Se i pazienti non hanno un sostituto autorizzato, gli assistenti sanitari spesso si affidano ai parenti stretti o persino a un caro amico. Tuttavia, l'esatta portata dell'autorità e il grado di priorità dei possibili sostituti varia da stato a stato. Negli stati in cui sono autorizzati i responsabili surrogati dell'impossibilitato nel prenderne le decisioni, il tipico ordine di priorità prevede il coniuge (o un partner convivente nelle legislazioni che riconoscono tale condizione), un figlio adulto, un genitore, un fratello, e se possibile, altri parenti o un amico stretto.
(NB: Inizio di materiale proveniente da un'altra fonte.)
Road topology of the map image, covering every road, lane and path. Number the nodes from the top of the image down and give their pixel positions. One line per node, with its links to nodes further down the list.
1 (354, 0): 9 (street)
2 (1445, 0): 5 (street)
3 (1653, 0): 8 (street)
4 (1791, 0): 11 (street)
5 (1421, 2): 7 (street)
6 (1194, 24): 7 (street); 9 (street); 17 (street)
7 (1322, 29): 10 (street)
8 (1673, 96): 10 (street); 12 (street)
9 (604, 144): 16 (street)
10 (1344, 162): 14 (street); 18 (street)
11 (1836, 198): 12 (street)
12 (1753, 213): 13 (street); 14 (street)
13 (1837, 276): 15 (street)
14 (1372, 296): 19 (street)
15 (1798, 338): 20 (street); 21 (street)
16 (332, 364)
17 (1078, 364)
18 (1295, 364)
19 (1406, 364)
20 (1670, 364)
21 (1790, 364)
Se più di una persona ha lo stesso grado di priorità (p. es., diversi figli adulti), si preferisce il loro consenso, ma alcuni stati permettono agli assistenti sanitari di non fare affidamento sulla decisione di maggioranza. Tuttavia, il dissenso tra chi è autorizzato a prendere una decisione merita un'ulteriore consulenza o la consultazione di un comitato etico istituzionale o una risorsa simile.

Tale consultazione è anche consigliabile se è in discussione la capacità decisionale di un paziente, l'autorità di un sostituto o l'appropriatezza etica o legale di un particolare trattamento. Se non si può trovare un accordo da un punto di vista etico e legale, gli esercenti sanitari o le loro istituzioni possono dover necessitare a ricorrere all'intervento del tribunale. Molte istituzioni forniscono una commissione etica disponibile a breve scadenza; la revisione giuridica è generalmente più lunga.

Scopo

La scelta del paziente non è illimitata. Per esempio, gli operatori sanitari non sono tenuti a fornire trattamenti che non siano appropriati dal punto di vista medico o etico, come quelli in contrasto con le normative sanitarie generalmente accettate. Tuttavia, talvolta vi sono legittime differenze di opinione riguardo a ciò che è inappropriato. Etichettare un trattamento come "inutile" non è generalmente corretto se detto trattamento può influenzare altri risultati di mortalità o di morbilità, che sono importanti per il paziente. I medici non devono agire contro la loro coscienza, ma se non possono attenersi a uno specifico programma d'azione, appare consigliato un consulto con un comitato etico. Essi possono anche avere la responsabilità definita dalla legge statale di provare a trasferire un paziente a un altro medico o in un altro istituto di cura scelto dal paziente stesso.